▸ **WHAT THE EXERCISE ASKS**
Copy out all lines from the material that contain the string "delle".

▸ **DATA SHOWN**
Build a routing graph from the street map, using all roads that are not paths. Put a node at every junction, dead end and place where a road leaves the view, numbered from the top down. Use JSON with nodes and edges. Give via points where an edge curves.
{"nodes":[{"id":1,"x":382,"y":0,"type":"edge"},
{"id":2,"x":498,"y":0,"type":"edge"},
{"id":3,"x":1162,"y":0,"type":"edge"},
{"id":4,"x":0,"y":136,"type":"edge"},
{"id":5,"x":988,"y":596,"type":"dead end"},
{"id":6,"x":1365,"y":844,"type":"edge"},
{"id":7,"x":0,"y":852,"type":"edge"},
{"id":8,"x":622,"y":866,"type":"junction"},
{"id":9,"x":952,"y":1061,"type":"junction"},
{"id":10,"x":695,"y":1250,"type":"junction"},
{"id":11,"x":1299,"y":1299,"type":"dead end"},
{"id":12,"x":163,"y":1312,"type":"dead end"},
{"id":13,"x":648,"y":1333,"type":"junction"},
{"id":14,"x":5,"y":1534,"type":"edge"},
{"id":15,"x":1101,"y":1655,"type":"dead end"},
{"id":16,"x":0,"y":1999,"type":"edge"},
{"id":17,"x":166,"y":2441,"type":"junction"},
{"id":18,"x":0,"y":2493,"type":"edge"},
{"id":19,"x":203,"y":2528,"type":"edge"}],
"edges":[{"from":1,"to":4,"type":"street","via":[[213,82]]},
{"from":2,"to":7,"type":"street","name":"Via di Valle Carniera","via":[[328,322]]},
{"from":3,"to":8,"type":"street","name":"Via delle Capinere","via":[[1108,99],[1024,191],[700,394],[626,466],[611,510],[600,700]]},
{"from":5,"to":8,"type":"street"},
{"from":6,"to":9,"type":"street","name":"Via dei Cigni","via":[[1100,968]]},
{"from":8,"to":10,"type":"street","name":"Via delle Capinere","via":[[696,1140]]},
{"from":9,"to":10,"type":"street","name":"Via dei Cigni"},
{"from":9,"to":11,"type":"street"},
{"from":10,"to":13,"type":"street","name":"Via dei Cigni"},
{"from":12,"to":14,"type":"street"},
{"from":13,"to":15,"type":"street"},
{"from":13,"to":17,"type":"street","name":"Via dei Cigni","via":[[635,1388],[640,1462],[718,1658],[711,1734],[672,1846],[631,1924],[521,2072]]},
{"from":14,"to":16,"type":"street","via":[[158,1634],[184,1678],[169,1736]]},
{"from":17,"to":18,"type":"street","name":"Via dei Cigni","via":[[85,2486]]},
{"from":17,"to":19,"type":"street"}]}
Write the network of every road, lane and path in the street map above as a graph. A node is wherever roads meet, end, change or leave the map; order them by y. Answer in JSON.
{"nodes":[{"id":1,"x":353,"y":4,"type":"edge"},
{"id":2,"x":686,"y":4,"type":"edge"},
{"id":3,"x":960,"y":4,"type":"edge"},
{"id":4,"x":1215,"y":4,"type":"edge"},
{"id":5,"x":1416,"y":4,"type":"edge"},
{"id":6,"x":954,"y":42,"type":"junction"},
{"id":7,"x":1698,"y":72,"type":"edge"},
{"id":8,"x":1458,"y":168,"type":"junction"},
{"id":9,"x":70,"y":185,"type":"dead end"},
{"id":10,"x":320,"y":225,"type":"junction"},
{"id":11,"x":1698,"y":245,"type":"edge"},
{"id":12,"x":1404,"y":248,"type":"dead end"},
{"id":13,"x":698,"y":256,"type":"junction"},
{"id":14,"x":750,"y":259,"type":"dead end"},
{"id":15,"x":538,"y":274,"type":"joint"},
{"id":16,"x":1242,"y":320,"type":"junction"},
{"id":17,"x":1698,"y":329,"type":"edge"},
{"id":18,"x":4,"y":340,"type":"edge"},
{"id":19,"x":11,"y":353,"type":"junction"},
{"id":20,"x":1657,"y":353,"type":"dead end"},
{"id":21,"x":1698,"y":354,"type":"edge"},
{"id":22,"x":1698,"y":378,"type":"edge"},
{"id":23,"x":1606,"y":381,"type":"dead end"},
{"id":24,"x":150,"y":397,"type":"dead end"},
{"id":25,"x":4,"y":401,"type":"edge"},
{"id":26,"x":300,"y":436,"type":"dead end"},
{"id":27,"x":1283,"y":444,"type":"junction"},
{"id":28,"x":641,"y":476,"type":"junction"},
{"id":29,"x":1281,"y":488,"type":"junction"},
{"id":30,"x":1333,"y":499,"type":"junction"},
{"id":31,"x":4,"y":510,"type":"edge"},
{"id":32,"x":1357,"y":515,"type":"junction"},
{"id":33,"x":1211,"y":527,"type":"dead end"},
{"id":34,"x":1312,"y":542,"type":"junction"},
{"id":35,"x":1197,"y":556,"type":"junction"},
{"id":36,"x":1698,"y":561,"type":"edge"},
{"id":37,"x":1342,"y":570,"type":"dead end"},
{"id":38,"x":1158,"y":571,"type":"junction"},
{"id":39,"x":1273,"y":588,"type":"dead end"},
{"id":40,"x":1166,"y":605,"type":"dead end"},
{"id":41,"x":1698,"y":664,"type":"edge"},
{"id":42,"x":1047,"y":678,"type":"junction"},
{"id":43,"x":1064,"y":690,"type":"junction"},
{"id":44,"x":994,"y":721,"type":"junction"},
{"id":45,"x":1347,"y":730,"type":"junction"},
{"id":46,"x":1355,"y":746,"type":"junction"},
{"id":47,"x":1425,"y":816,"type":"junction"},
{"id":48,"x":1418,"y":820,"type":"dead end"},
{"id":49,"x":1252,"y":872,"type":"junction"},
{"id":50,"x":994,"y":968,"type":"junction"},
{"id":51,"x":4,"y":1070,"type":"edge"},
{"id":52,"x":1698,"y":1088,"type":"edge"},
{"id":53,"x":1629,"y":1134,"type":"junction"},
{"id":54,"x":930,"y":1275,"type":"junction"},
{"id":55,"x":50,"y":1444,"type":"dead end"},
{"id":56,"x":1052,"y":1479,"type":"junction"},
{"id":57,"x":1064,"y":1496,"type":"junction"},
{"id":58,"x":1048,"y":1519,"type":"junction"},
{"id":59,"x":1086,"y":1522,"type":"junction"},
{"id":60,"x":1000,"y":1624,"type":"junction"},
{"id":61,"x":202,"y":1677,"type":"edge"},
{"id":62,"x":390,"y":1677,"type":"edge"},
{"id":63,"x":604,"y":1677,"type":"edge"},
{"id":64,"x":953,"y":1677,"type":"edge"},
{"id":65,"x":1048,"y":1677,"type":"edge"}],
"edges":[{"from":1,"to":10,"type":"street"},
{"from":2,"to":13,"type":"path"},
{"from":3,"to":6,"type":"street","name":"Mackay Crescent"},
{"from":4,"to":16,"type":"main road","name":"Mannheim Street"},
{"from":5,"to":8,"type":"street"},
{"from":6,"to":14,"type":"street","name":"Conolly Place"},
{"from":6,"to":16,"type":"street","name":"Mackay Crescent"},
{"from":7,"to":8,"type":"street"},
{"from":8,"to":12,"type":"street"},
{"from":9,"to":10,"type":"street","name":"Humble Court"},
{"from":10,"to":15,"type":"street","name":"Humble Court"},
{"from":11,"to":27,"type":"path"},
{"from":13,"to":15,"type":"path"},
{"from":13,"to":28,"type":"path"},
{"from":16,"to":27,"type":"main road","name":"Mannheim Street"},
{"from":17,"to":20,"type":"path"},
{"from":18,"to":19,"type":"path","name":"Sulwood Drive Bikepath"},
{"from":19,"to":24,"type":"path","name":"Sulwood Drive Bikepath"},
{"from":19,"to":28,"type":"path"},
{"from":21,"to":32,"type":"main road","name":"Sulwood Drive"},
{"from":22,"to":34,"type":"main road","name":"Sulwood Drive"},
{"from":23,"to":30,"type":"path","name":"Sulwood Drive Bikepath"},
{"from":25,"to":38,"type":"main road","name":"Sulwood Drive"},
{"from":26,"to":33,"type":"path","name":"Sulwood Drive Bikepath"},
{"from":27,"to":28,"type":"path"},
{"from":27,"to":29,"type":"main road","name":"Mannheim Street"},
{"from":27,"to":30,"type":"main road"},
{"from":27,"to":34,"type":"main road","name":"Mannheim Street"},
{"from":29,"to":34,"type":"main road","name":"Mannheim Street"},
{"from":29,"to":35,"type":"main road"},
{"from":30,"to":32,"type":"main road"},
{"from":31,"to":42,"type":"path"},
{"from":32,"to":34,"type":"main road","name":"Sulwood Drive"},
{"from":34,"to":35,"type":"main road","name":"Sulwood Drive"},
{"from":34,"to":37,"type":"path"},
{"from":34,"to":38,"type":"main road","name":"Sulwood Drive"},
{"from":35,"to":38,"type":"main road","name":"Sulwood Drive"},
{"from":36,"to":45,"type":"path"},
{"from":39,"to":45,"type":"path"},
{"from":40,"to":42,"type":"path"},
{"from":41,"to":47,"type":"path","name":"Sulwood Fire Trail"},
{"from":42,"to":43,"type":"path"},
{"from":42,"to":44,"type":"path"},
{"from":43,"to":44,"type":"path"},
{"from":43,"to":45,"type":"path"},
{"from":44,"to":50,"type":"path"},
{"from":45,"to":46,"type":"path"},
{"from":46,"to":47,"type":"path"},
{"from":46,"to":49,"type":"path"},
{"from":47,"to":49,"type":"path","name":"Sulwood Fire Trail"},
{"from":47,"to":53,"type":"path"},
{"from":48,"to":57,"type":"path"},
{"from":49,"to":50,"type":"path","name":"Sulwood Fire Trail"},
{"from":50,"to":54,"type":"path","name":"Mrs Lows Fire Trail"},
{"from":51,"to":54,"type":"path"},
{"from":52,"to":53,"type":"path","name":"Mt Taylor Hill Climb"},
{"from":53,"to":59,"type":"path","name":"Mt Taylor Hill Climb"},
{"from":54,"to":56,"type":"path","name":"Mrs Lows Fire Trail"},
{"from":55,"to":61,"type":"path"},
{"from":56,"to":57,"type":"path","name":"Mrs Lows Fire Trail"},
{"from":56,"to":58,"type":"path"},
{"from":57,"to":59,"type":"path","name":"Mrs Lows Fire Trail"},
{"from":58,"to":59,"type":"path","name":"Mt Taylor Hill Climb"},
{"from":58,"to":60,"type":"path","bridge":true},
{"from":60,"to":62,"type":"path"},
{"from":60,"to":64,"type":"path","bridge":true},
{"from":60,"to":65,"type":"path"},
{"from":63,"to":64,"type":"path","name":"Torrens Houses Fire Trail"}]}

▸ **SOLVED EXERCISE**
{"from":3,"to":8,"type":"street","name":"Via delle Capinere","via":[[1108,99],[1024,191],[700,394],[626,466],[611,510],[600,700]]},
{"from":8,"to":10,"type":"street","name":"Via delle Capinere","via":[[696,1140]]},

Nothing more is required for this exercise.